If the AMT results would yield a still acceptable +1.5% bias, the predicted failure rate would have almost doubled from 1.73–3.27%. For normal data distributions, cases 1B and 2B will be similar as results could equally differ in both directions from the observed SPC results. The total variance predicted for measurement errors (3.8%) was calculated similar to Equation 1 from the sum of assay control variance (3.0%) and sampling variance (2.3%). The calculation of exactly predicted probabilities for cases 1B and 2B becomes complex and is beyond the scope of this article.

Two variance components (assay precision and sampling variance) have been identified that should be improved in light of the 1.73% predicted failure rate. This situation could easily get significantly worse after, for example, the method is transferred, method components are exchanged, or process changes are implemented. It should now become clear why this should not be neglected, acceptance criteria should be systematically derived as discussed above, and why regulatory guidance has recently incorporated some of these principles.2–5

Improving the Situation

It is usually more cumbersome to implement variance (precision) improvements versus matching (accuracy) improvements. Precision improvements usually mean more samples, more testing, and more tightly controlled processes, and are therefore costly changes. Accuracy or bias in testing is usually easier to affect by simply switching to another instrument, reference standard, etc. However, the pushing of results into only one direction can backfire and make the situation much worse later when small changes can add up and are not visible by themselves (because of poor precision).
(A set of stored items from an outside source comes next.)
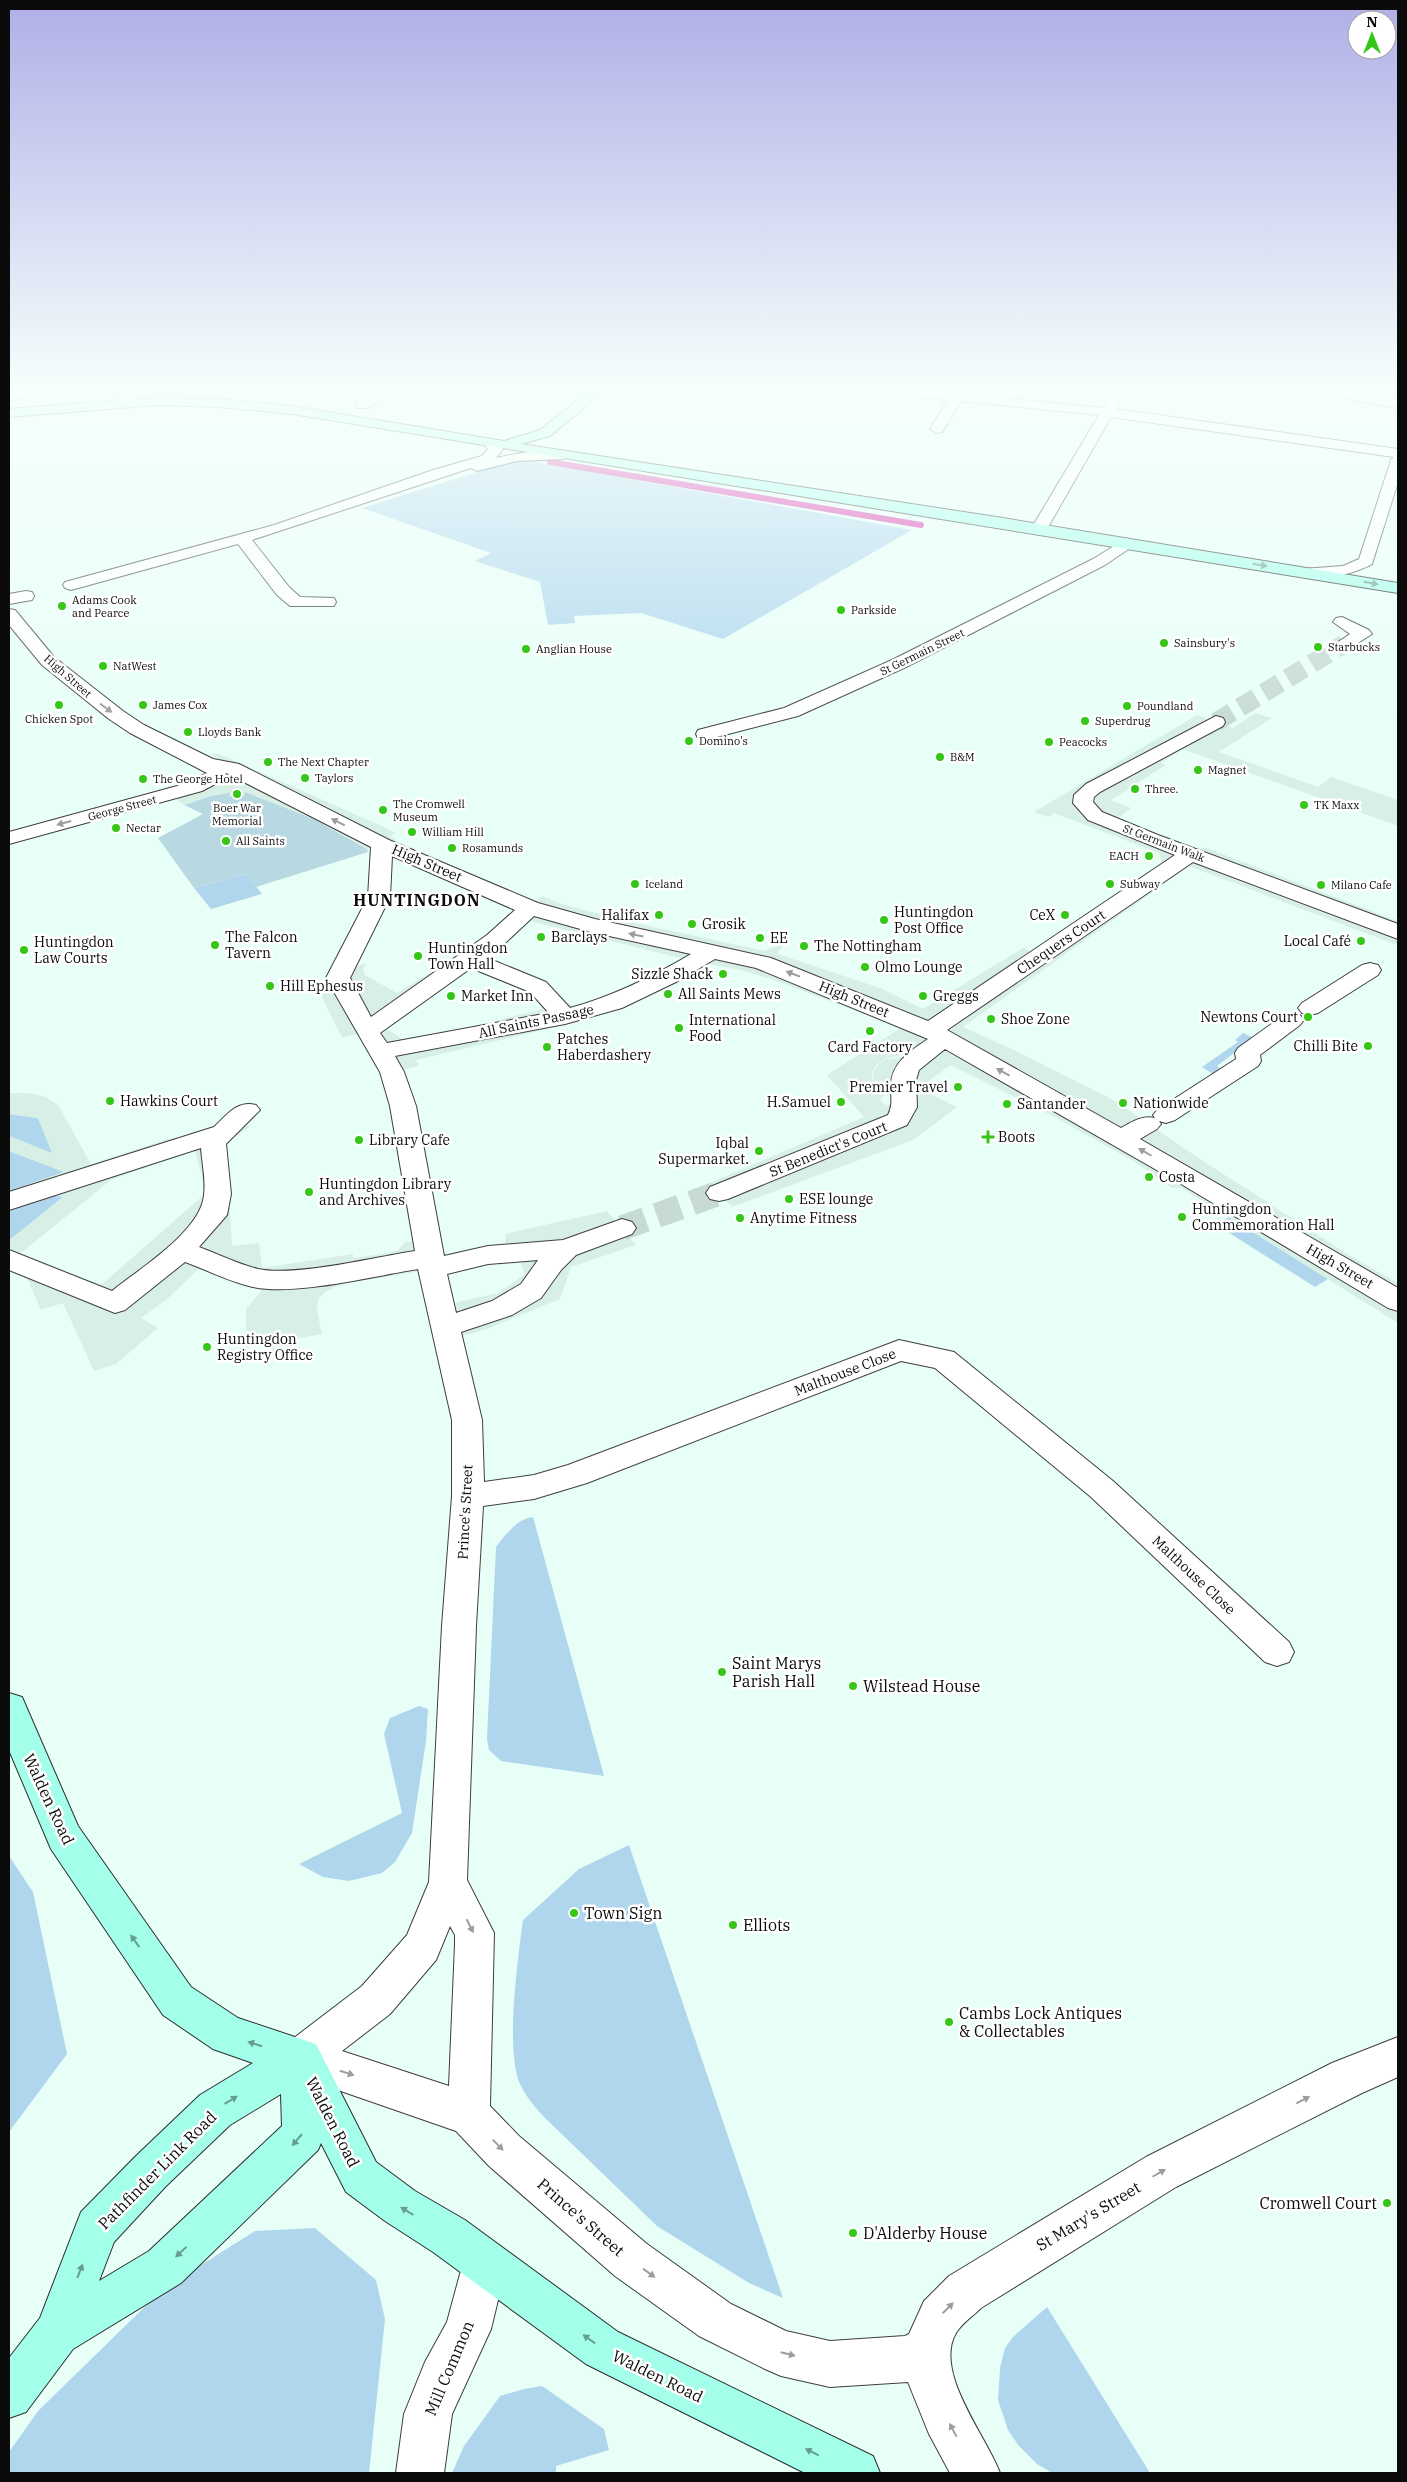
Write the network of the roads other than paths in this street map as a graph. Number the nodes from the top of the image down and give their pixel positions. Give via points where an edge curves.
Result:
1 (359, 501) edge
2 (858, 501) edge
3 (1055, 501) edge
4 (1385, 501) edge
5 (1039, 529) junction
6 (240, 537) junction
7 (1127, 543) junction
8 (1308, 572) junction
9 (71, 585) dead end
10 (1398, 588) edge
11 (26, 596) dead end
12 (9, 599) edge
13 (328, 602) dead end
14 (9, 614) edge
15 (1342, 622) dead end
16 (1344, 644) tunnel mouth
17 (1216, 722) tunnel mouth
18 (705, 734) dead end
19 (208, 764) junction
20 (196, 787) junction
21 (272, 789) junction
22 (9, 838) edge
23 (382, 844) junction
24 (1191, 854) junction
25 (530, 908) junction
26 (1398, 932) edge
27 (712, 951) junction
28 (469, 959) junction
29 (1370, 970) dead end
30 (564, 1017) junction
31 (362, 1022) junction
32 (936, 1034) junction
33 (379, 1052) junction
34 (247, 1110) dead end
35 (224, 1132) junction
36 (1121, 1138) junction
37 (719, 1193) tunnel mouth
38 (9, 1201) edge
39 (622, 1228) tunnel mouth
40 (566, 1249) junction
41 (181, 1250) junction
42 (9, 1259) edge
43 (432, 1263) junction
44 (1398, 1301) edge
45 (445, 1328) junction
46 (468, 1496) junction
47 (1277, 1652) dead end
48 (9, 1708) edge
49 (448, 1882) junction
50 (1398, 2057) edge
51 (301, 2058) junction
52 (468, 2114) junction
53 (485, 2263) junction
54 (57, 2334) junction
55 (926, 2350) junction
56 (9, 2395) edge
57 (420, 2473) edge
58 (856, 2473) edge
59 (976, 2473) edge

1 - 6 street via 280,528
2 - 5 main road
3 - 5 street
4 - 8 street via 1366,562 1342,572
5 - 7 main road
6 - 9 street
6 - 13 street via 283,591 296,602
7 -> 8 main road
7 - 18 street, St Germain Street via 1099,562 890,667 791,712
8 -> 10 main road
11 - 12 street
14 -> 19 street, High Street via 48,661 83,691 137,729
15 - 16 street via 1362,634
17 - 24 street, St Germain Walk via 1084,795 1083,803 1095,816
19 - 20 street, George Street via 217,771 216,776
19 - 21 street, High Street via 232,768
20 - 21 street, High Street via 231,785
20 -> 22 street, George Street
23 -> 21 street, High Street
23 - 25 street, High Street
23 - 31 street, Prince's Street via 379,897 338,978
24 - 26 street, St Germain Walk
24 - 32 street, Chequers Court
27 -> 25 street, High Street via 591,925
25 - 28 street
27 - 30 street, All Saints Passage via 670,976 614,1002
32 -> 27 street, High Street via 763,963
28 - 30 street via 538,987
28 - 31 street
29 - 36 street via 1247,1053 1249,1061 1157,1120
30 - 33 street, All Saints Passage
31 - 33 street, Prince's Street
36 -> 32 street, High Street
32 - 37 street, St Benedict's Court via 904,1076 907,1101 898,1120
33 - 43 street, Prince's Street via 392,1072 403,1106
34 - 35 street
35 - 38 street
35 - 41 street via 213,1142 218,1194 213,1215
44 -> 36 street, High Street
39 - 40 street
40 - 43 street
40 - 45 street via 551,1263 531,1292 502,1308
41 - 42 street via 115,1303
41 - 43 street via 255,1278 310,1277
43 - 45 street, Prince's Street
45 - 46 street, Prince's Street via 467,1420
46 - 47 street, Malthouse Close via 534,1487 576,1475 899,1350 944,1359 1102,1489
46 - 49 street, Prince's Street
51 -> 48 main road, Walden Road via 227,2035 176,2001 64,1837
49 - 51 street, Prince's Street via 422,1947 376,2000
49 -> 52 street, Prince's Street via 474,1933 475,1944
55 -> 50 street, St Mary's Street via 940,2317 964,2292 1161,2172 1347,2078
51 -> 52 street
53 -> 51 main road, Walden Road via 361,2177
54 -> 51 main road, Pathfinder Link Road via 97,2228 215,2110
51 -> 54 main road via 303,2135 165,2267
52 -> 55 street, Prince's Street via 504,2151 631,2260 714,2320 781,2353 830,2364 907,2359
53 - 57 street, Mill Common via 468,2329 428,2414
58 -> 53 main road, Walden Road via 602,2348
54 - 56 main road, Pathfinder Link Road
59 -> 55 street via 935,2395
Decreasing the overall measurement errors or uncertainty in test results by increasing precision has a better long-term affect because any bias in results (from production, sampling or method changes) will be more visible and will appear sharper. Following the potency bioassay example, the sampling and testing scheme is briefly illustrated below.

Potency In-Process Sampling and Testing Scheme

To decrease the relatively high variance in the observed potency results (SPC), a variance analysis is needed. The sampling and assay set up for the downstream in-process potency test would then look like this (n = number of samples):

  • collect n = 1 in-process sample

  • split sample into two aliquots

  • run two independent assay runs, each generating n = 3 results (total of n = 6 results).6

In the example, reproducibility could be significantly improved by collecting n = 3 independent samples, each run in three independent assays with each having three replicates (total of n = 9 results). Because of the current assay set-up and sampling process, increasing the number of samples from n = 1 to n = 3 should significantly improve precision by a factor of 1.73 (square-root of 3, see Equation 2).6

To a lesser extent, an increase in assay runs from two to three runs should further improve the situation. Another more easily implemented improvement would be to run the assay control at only plus or minus 2 s.d. (instead of 3 s.d.). This test system suitability change should also improve the overall SPC variance (Figure 1). This improvement will lead to an expected 4% higher rate for invalid assay runs. This will be a relatively small price to pay when considered the predicted return.


1. Krause SO. Validation of analytical methods for biopharmaceuticals—A guide to risk-based validation and implementation strategies. PDA/DHI Publishing. Bethesda, MD; 2007 Apr.

2. US Food and Drug Administration. Guidance for Industry (CDER/CVM/ORA, US FDA). PAT—A framework for innovative pharmaceutical development, manufacturing, and quality assurance. Rockville, MD; 2004 Sep.

3. International Conference on Harmonisation. Q8, Pharmaceutical development. Geneva,Switzerland; 2005 Nov.

4. International Conference on Harmonisation. Q9, Quality risk management. Geneva,Switzerland; 2005 Nov.

5. International Conference on Harmonisation. Q10, Pharmaceutical quality system, draft consensus guideline. Geneva,Switzerland; May 2007.

6. Brown F, Mire-Sluis A, editors: The design and analysis of potency assays for biotechnology products. Dev Biol. Karger: 2002;107(1):117–127.